Bone Abstracts

Background: Osteogenesis imperfecta (OI) is a heterogeneous group of inherited disorders of bone formation, resulting in low bone mass and an increased propensity to fracture. It is a variable condition with a range of clinical severity. About 90% of patients with a clinical diagnosis of OI have a mutation in the COL1A1 or COL1A2 genes, which shows an autosomal dominant pattern (AD) of inheritance. Other genes are associated with the autosomal recessive (AR) forms of OI. Mutations in IFITM5 have recently been described in type V OI. Other, rare phenotypes have also been described.

For the purposes of this study, we considered patients with OI who had phenotypic similarities to Russell-Silver syndrome (RSS), OI syndromes (not commonly fitting the Sillence classification) such as Cole-Carpenter and Bruck syndrome and patients with a clinical diagnosis of type V OI. All these conditions were collectively referred to as atypical OI.

Aims: To identify and investigate individuals with atypical forms of OI, with a view to proposing sub-classifications and identify genotype–phenotype correlations.

Methods: Patients who fulfilled the inclusion criteria were recruited from the Sheffield Clinical Genetics and OI Services. One patient was excluded as the family did not consent to participation. Detailed phenotyping, skin biopsy for histology, including electron microscopy (EM) and collagen species analysis (CSA), urine N-terminal telopeptide (Urine NTx), skeletal survey, and sequencing of OI genes and aCGH were performed.

Results: Recruited patients (n=14) were phenotypically divided into three sub-groups: Group 1, predominant features of RSS (n=5); Group 2, OI with additional features (n=6); and Group 3, type V OI (n=3). Common clinical features included poor growth, feeding difficulties, facial dysmorphism±fractures. Pathogenic single gene mutations were identified in seven patients (four in Groups 1 and 2; three in Group 3); chromosomal imbalances were identified in three patients. Skeletal surveys and skin biopsies (histology and EM) have revealed some common findings. CSA has shown good correlation with molecular findings.

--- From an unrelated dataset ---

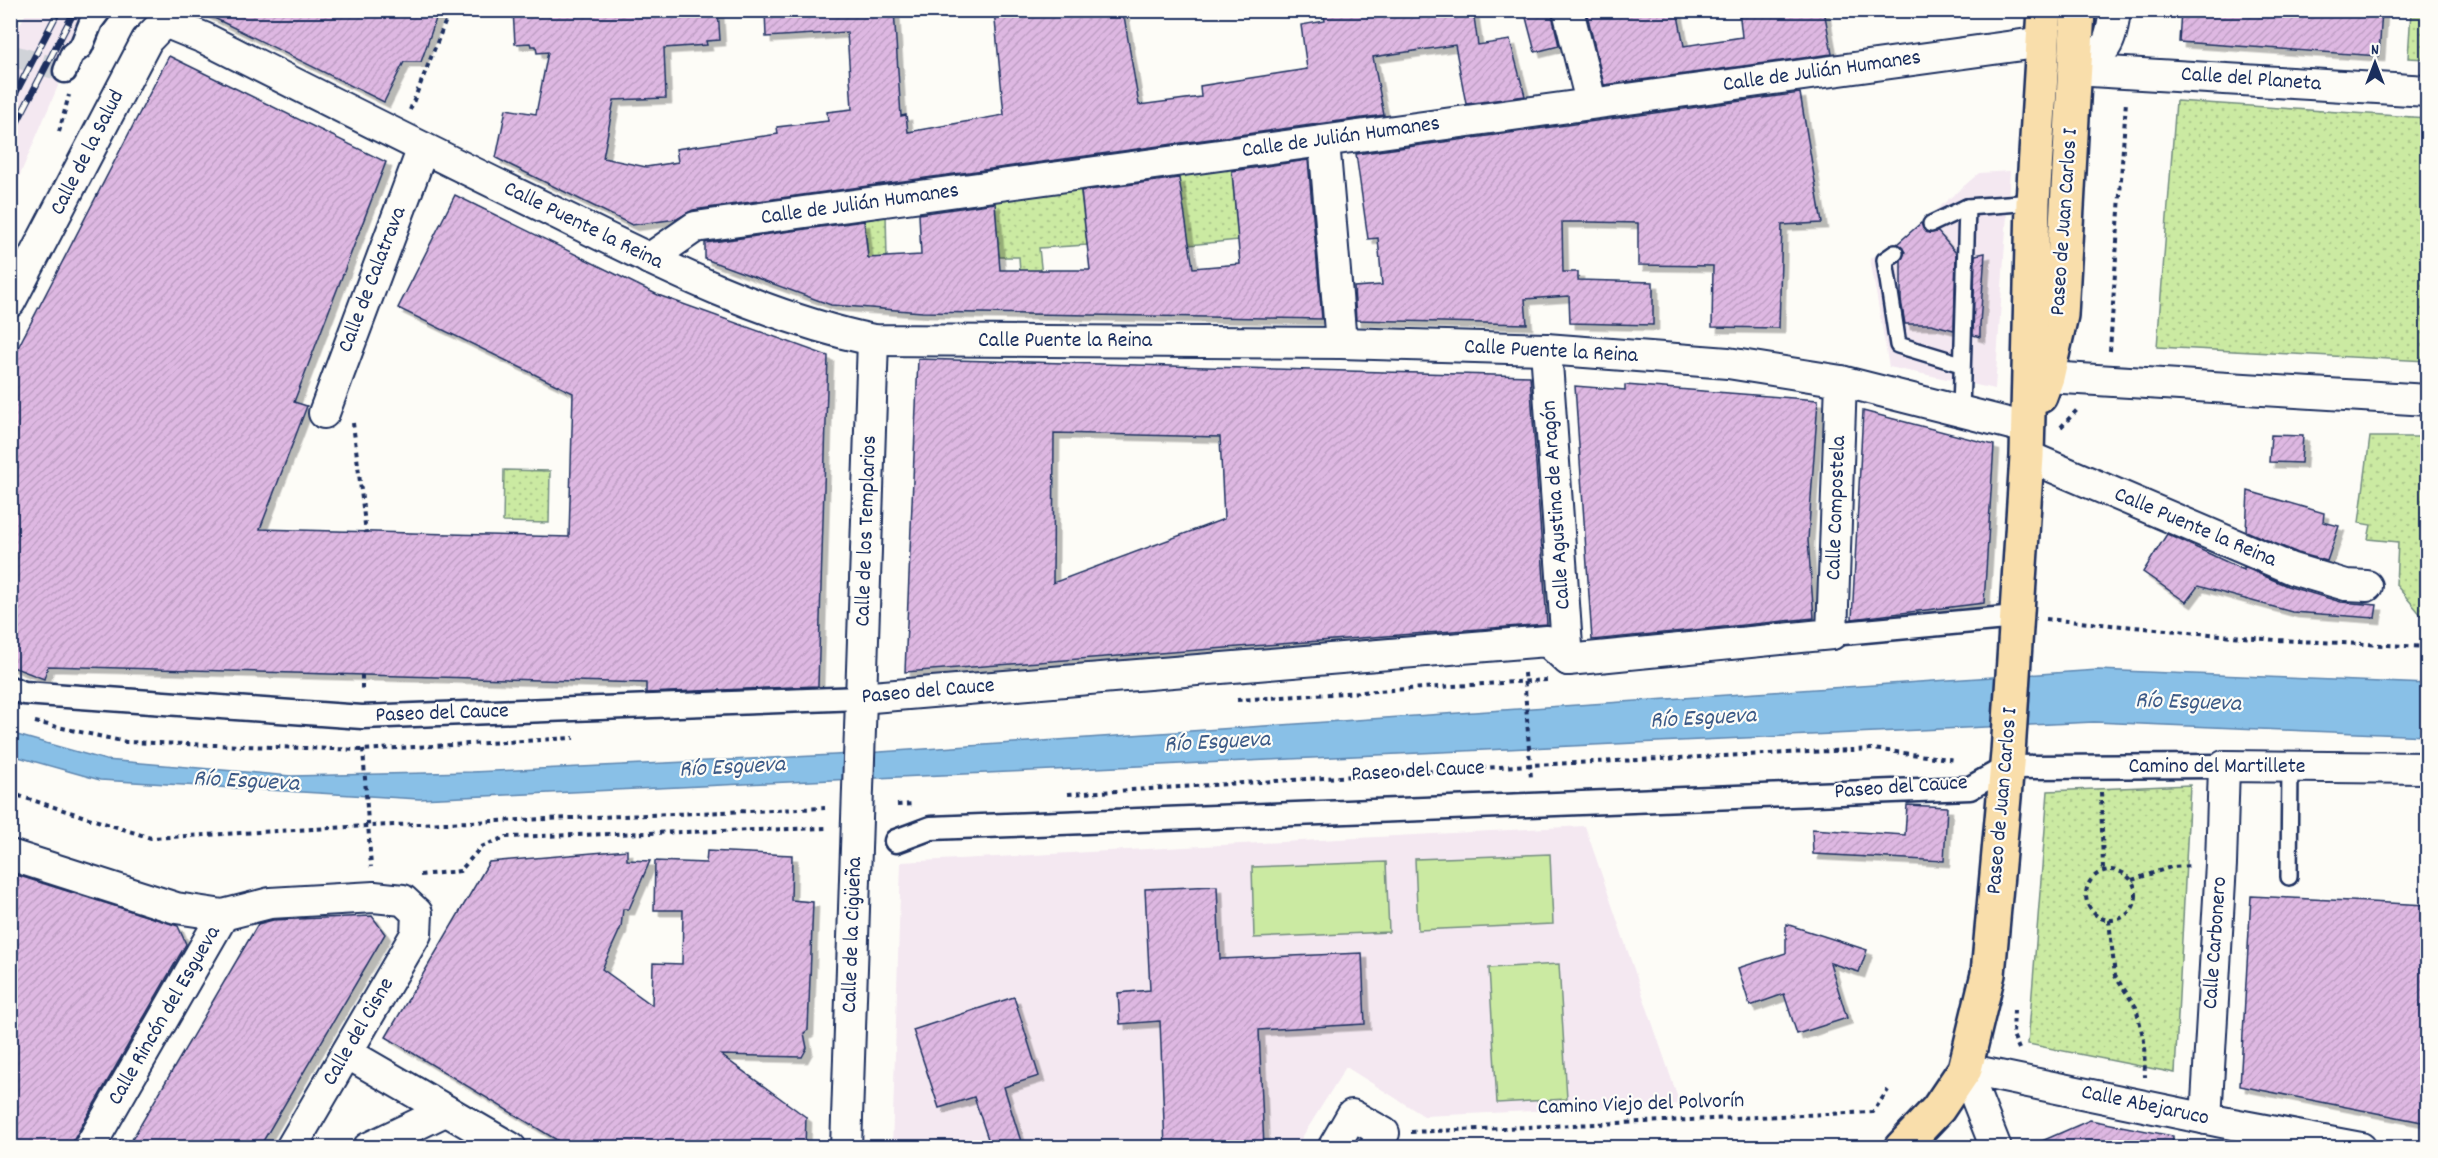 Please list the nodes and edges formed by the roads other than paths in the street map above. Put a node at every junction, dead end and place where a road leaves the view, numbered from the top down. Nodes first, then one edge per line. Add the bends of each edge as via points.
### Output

Conclusions: This study has enabled us to start to sub-classify patients with atypical OI. It has also established the need to consider aCGH, skin histology, EM and CSA, routinely in the investigation of such patients.

Reference: Parker MJ, Balasubramanian M, et al. Type 1 collagenopathy presenting with a Russell-Silver phenotype. Am J Med Genet A 2011 155 (6) 1414–1418.